Я помнил ее, эту песню моей далекой Украины, знакомую еще с босоногого детства: она и в ту давнюю пору, на зорьке жизни, властно брала за сердце и захлестывала его до краев смутной тревогой, безотчетным томлением желаний, первым пробуждением мечты… Слаженные, созвучные, сильные голоса приближались, и я уже отчетливо различал слова:
…Чому я не сокiл,
чому не лiтаю…
В ту минуту мне ясно увиделся на ближнем взгорке, над притихшим и сизым простором реки, рослый, плечистый юноша, с обнаженными до локтей натруженными руками, с прямым и задумчивым взглядом зорких глаз… Он стоял неподвижно, упрямый, уверенный, прокаленный солнцем бесконечных дорог, и смотрел на Север, в тот извечно манящий край, куда великая Обь-река уносила свою неиссякаемую громадину.
Я узнал его тотчас, современного землепроходца, неустанного искателя, труженика и романтика: это он «со товарищи» еще совсем недавно протянул сюда, на первозданный берег, через трясины, тундру, тайгу, через заснеженные высоты полярного Урала мощную железнодорожную магистраль.
Это он «со товарищи» прослушал, простучал немерянные просторы земли тюменской.
Здесь, на пониженном выступе берега, где только малая группа деревьев — семь лиственниц, или, по-хантски, лабытнанги, — была для кочевников единственной приметой в пути, он построил большой современный город и развернул строительство мощного порта, к причалам которого будут швартоваться не одни лишь речные, но и океанские суда.
Семь лиственниц — Лабытнанги — сегодня это железная дорога от низовьев Оби в центр. Семь лиственниц — Лабытнанги — это и дорога к океану.

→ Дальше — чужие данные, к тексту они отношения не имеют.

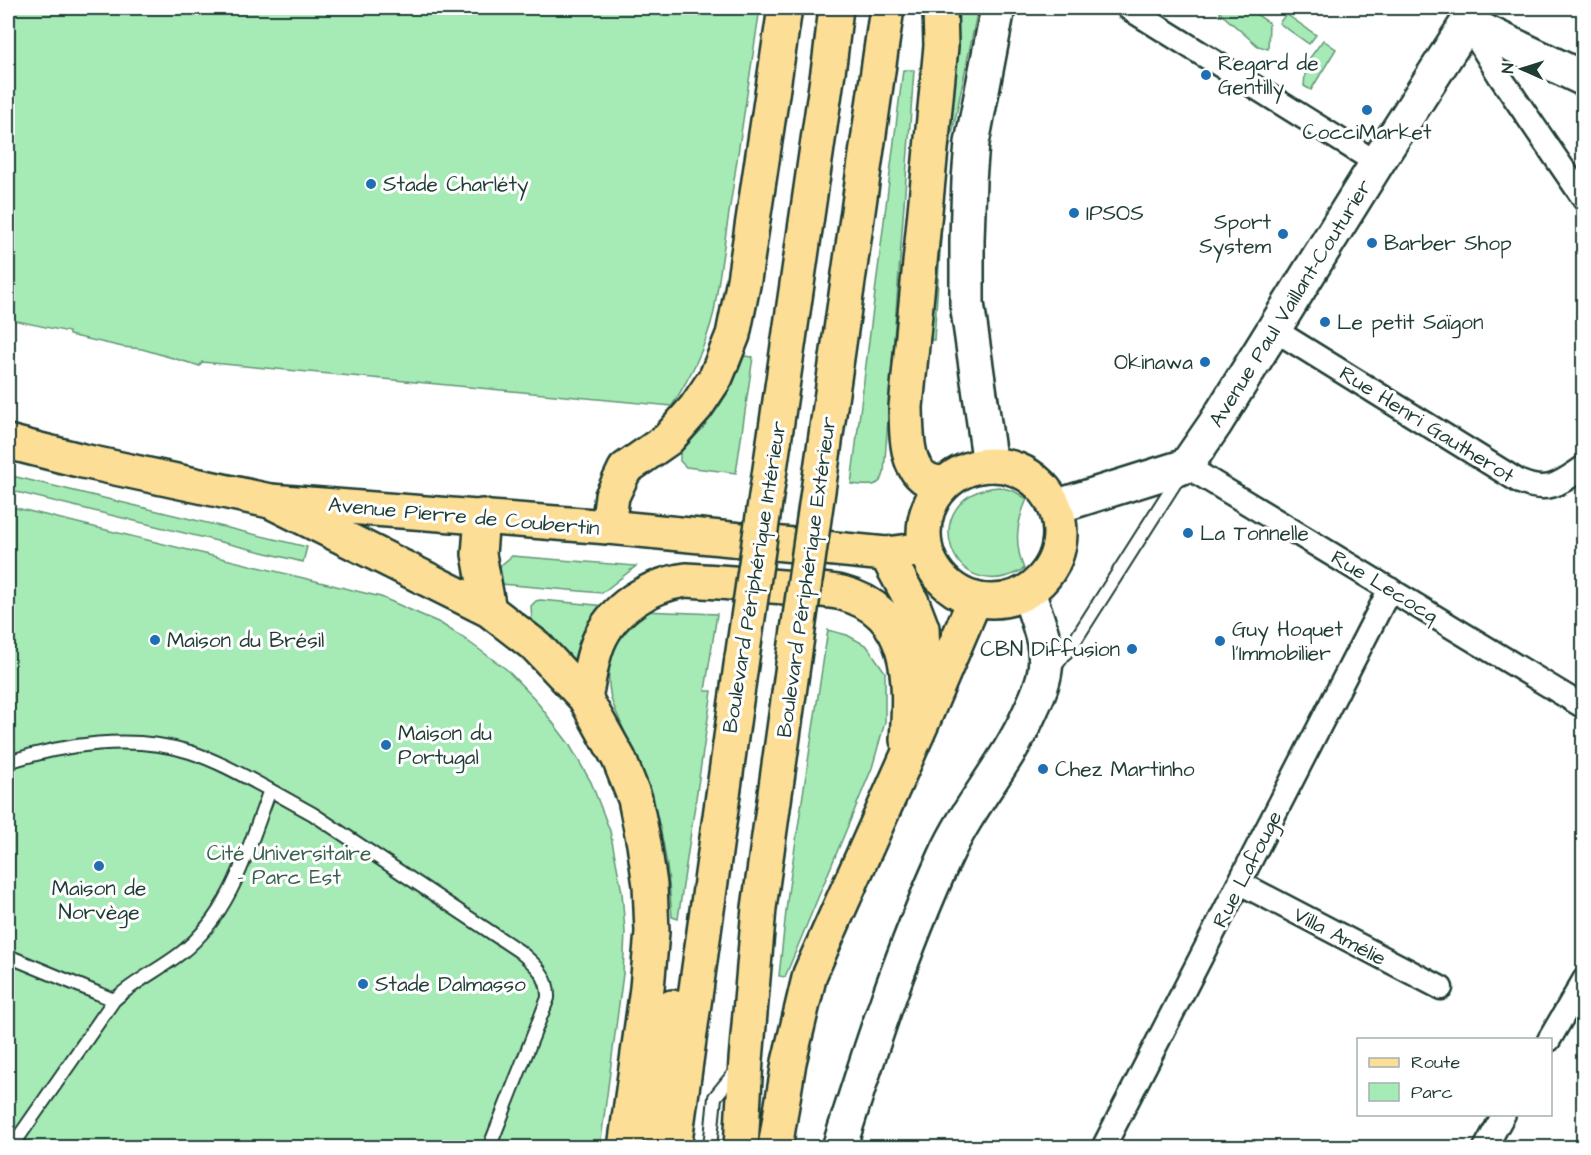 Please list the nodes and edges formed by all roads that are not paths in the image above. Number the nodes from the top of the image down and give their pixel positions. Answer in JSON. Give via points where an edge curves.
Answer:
{"nodes":[{"id":1,"x":785,"y":8,"type":"edge"},
{"id":2,"x":836,"y":8,"type":"edge"},
{"id":3,"x":887,"y":8,"type":"edge"},
{"id":4,"x":940,"y":8,"type":"edge"},
{"id":5,"x":998,"y":8,"type":"edge"},
{"id":6,"x":1128,"y":8,"type":"edge"},
{"id":7,"x":1466,"y":13,"type":"edge"},
{"id":8,"x":1584,"y":79,"type":"edge"},
{"id":9,"x":1377,"y":163,"type":"junction"},
{"id":10,"x":1584,"y":199,"type":"edge"},
{"id":11,"x":1273,"y":329,"type":"junction"},
{"id":12,"x":8,"y":442,"type":"edge"},
{"id":13,"x":990,"y":465,"type":"junction"},
{"id":14,"x":1186,"y":466,"type":"junction"},
{"id":15,"x":1584,"y":467,"type":"edge"},
{"id":16,"x":945,"y":483,"type":"junction"},
{"id":17,"x":270,"y":501,"type":"junction"},
{"id":18,"x":1055,"y":507,"type":"junction"},
{"id":19,"x":482,"y":516,"type":"junction"},
{"id":20,"x":608,"y":527,"type":"junction"},
{"id":21,"x":926,"y":549,"type":"junction"},
{"id":22,"x":886,"y":554,"type":"junction"},
{"id":23,"x":1390,"y":589,"type":"junction"},
{"id":24,"x":1028,"y":591,"type":"junction"},
{"id":25,"x":975,"y":599,"type":"junction"},
{"id":26,"x":489,"y":610,"type":"junction"},
{"id":27,"x":1042,"y":684,"type":"junction"},
{"id":28,"x":585,"y":698,"type":"junction"},
{"id":29,"x":1584,"y":707,"type":"edge"},
{"id":30,"x":923,"y":721,"type":"junction"},
{"id":31,"x":907,"y":756,"type":"junction"},
{"id":32,"x":727,"y":757,"type":"junction"},
{"id":33,"x":8,"y":762,"type":"edge"},
{"id":34,"x":270,"y":790,"type":"junction"},
{"id":35,"x":1239,"y":883,"type":"junction"},
{"id":36,"x":8,"y":956,"type":"edge"},
{"id":37,"x":1584,"y":980,"type":"edge"},
{"id":38,"x":1441,"y":988,"type":"dead end"},
{"id":39,"x":114,"y":1000,"type":"junction"},
{"id":40,"x":1549,"y":1038,"type":"edge"},
{"id":41,"x":746,"y":1060,"type":"junction"},
{"id":42,"x":1503,"y":1116,"type":"edge"},
{"id":43,"x":11,"y":1148,"type":"edge"},
{"id":44,"x":489,"y":1148,"type":"edge"},
{"id":45,"x":626,"y":1148,"type":"edge"},
{"id":46,"x":645,"y":1148,"type":"edge"},
{"id":47,"x":674,"y":1148,"type":"edge"},
{"id":48,"x":710,"y":1148,"type":"edge"},
{"id":49,"x":741,"y":1148,"type":"edge"},
{"id":50,"x":775,"y":1148,"type":"edge"},
{"id":51,"x":839,"y":1148,"type":"edge"},
{"id":52,"x":1103,"y":1148,"type":"edge"},
{"id":53,"x":1485,"y":1148,"type":"edge"}],
"edges":[{"from":1,"to":20,"type":"main road","via":[[733,335],[716,377],[696,407],[668,439],[625,469],[612,496]]},
{"from":2,"to":32,"type":"main road","name":"Boulevard Périphérique Intérieur","bridge":true},
{"from":3,"to":41,"type":"main road","name":"Boulevard Périphérique Extérieur","bridge":true,"via":[[759,908]]},
{"from":4,"to":16,"type":"main road","via":[[941,46],[906,407],[909,449],[917,472],[929,482]]},
{"from":5,"to":13,"type":"main road","via":[[972,144],[967,240],[967,303]]},
{"from":6,"to":9,"type":"street"},
{"from":7,"to":8,"type":"main road"},
{"from":7,"to":9,"type":"main road","name":"Avenue Paul Vaillant-Couturier"},
{"from":7,"to":10,"type":"street","via":[[1499,75]]},
{"from":9,"to":11,"type":"main road","name":"Avenue Paul Vaillant-Couturier"},
{"from":11,"to":14,"type":"main road","name":"Avenue Paul Vaillant-Couturier"},
{"from":11,"to":15,"type":"street","name":"Rue Henri Gautherot","via":[[1520,482],[1544,488]]},
{"from":12,"to":17,"type":"main road","name":"Avenue Pierre de Coubertin"},
{"from":13,"to":16,"type":"main road","via":[[958,473]]},
{"from":13,"to":18,"type":"main road","via":[[1010,467],[1029,476],[1044,489]]},
{"from":14,"to":18,"type":"main road"},
{"from":14,"to":23,"type":"street","name":"Rue Lecocq"},
{"from":14,"to":27,"type":"lane","via":[[1074,642]]},
{"from":16,"to":21,"type":"main road","via":[[928,508]]},
{"from":17,"to":19,"type":"main road","name":"Avenue Pierre de Coubertin"},
{"from":17,"to":26,"type":"main road"},
{"from":18,"to":24,"type":"main road","via":[[1059,544],[1053,562]]},
{"from":19,"to":20,"type":"main road","name":"Avenue Pierre de Coubertin"},
{"from":19,"to":26,"type":"main road","via":[[479,554]]},
{"from":20,"to":22,"type":"main road","name":"Avenue Pierre de Coubertin"},
{"from":21,"to":22,"type":"main road","name":"Avenue Pierre de Coubertin"},
{"from":21,"to":25,"type":"main road","via":[[940,577],[951,588]]},
{"from":22,"to":30,"type":"main road","via":[[922,628]]},
{"from":23,"to":29,"type":"street","name":"Rue Lecocq"},
{"from":23,"to":35,"type":"street","name":"Rue Lafouge"},
{"from":24,"to":25,"type":"main road","via":[[997,601]]},
{"from":24,"to":27,"type":"main road","via":[[1045,651]]},
{"from":25,"to":30,"type":"main road"},
{"from":26,"to":28,"type":"main road","via":[[537,647]]},
{"from":27,"to":51,"type":"main road","via":[[1010,752],[946,855],[882,1018]]},
{"from":28,"to":31,"type":"main road","via":[[598,644],[608,624],[647,590],[686,580],[840,592],[883,614],[897,633],[908,687]]},
{"from":28,"to":45,"type":"main road","via":[[619,759],[635,799],[650,885],[652,932],[647,988]]},
{"from":30,"to":31,"type":"main road"},
{"from":31,"to":50,"type":"main road","via":[[810,974],[789,1062]]},
{"from":32,"to":46,"type":"main road","via":[[693,897]]},
{"from":32,"to":47,"type":"main road","name":"Boulevard Périphérique Intérieur"},
{"from":33,"to":34,"type":"lane","via":[[102,744],[157,745],[214,761]]},
{"from":34,"to":39,"type":"lane","via":[[221,909],[182,953]]},
{"from":34,"to":44,"type":"lane","via":[[313,814],[519,951],[547,982],[548,998]]},
{"from":35,"to":38,"type":"street","name":"Villa Amélie"},
{"from":35,"to":52,"type":"street","name":"Rue Lafouge"},
{"from":36,"to":39,"type":"lane"},
{"from":37,"to":40,"type":"street"},
{"from":39,"to":43,"type":"lane"},
{"from":41,"to":48,"type":"lane","via":[[716,1097]]},
{"from":41,"to":49,"type":"main road","name":"Boulevard Périphérique Extérieur"},
{"from":42,"to":53,"type":"street"}]}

Что ж из того, что славный юноша — сибирский землепроходец — лишь привиделся мне, как образ песни? В добром краю сибирском я встречал очень много таких, как он, и уверен, что будет день, когда здесь, на берегу великой реки, этот юный искатель и строитель встанет в граните и бронзе.

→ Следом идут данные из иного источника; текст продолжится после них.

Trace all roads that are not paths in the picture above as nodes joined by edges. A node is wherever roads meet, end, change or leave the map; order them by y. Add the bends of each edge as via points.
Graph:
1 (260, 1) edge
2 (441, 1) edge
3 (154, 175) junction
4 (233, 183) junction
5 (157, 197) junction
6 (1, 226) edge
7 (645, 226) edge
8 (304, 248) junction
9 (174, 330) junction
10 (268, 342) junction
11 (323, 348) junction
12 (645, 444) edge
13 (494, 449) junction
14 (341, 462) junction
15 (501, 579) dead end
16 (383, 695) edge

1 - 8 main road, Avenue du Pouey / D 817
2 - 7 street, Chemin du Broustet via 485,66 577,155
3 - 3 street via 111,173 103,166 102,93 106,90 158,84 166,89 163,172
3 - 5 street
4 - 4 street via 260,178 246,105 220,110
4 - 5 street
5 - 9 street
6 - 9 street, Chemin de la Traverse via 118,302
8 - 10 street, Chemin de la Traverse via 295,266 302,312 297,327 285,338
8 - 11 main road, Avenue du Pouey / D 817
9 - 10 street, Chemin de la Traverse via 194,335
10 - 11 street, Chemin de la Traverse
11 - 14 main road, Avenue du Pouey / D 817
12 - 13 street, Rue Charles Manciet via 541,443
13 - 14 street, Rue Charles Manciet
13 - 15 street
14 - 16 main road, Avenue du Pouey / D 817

Река и песня… Что в них сочеталось так неразделимо — ощущением силы и душевной шири? То ли река была поэтична, как песня, то ли песня так раздольна, как река?
Увлеченный, я не сразу заметил, как «снизу», следуя против течения на юг, из-за ближнего мыса выдвинулся на стрежень светлый силуэт теплохода. Он шел откуда-то с Обской губы, а быть может, и с океана, и окна его верхнего яруса, и круги иллюминаторов светились легкими, веселыми огнями, а с открытой палубы доносилась песня.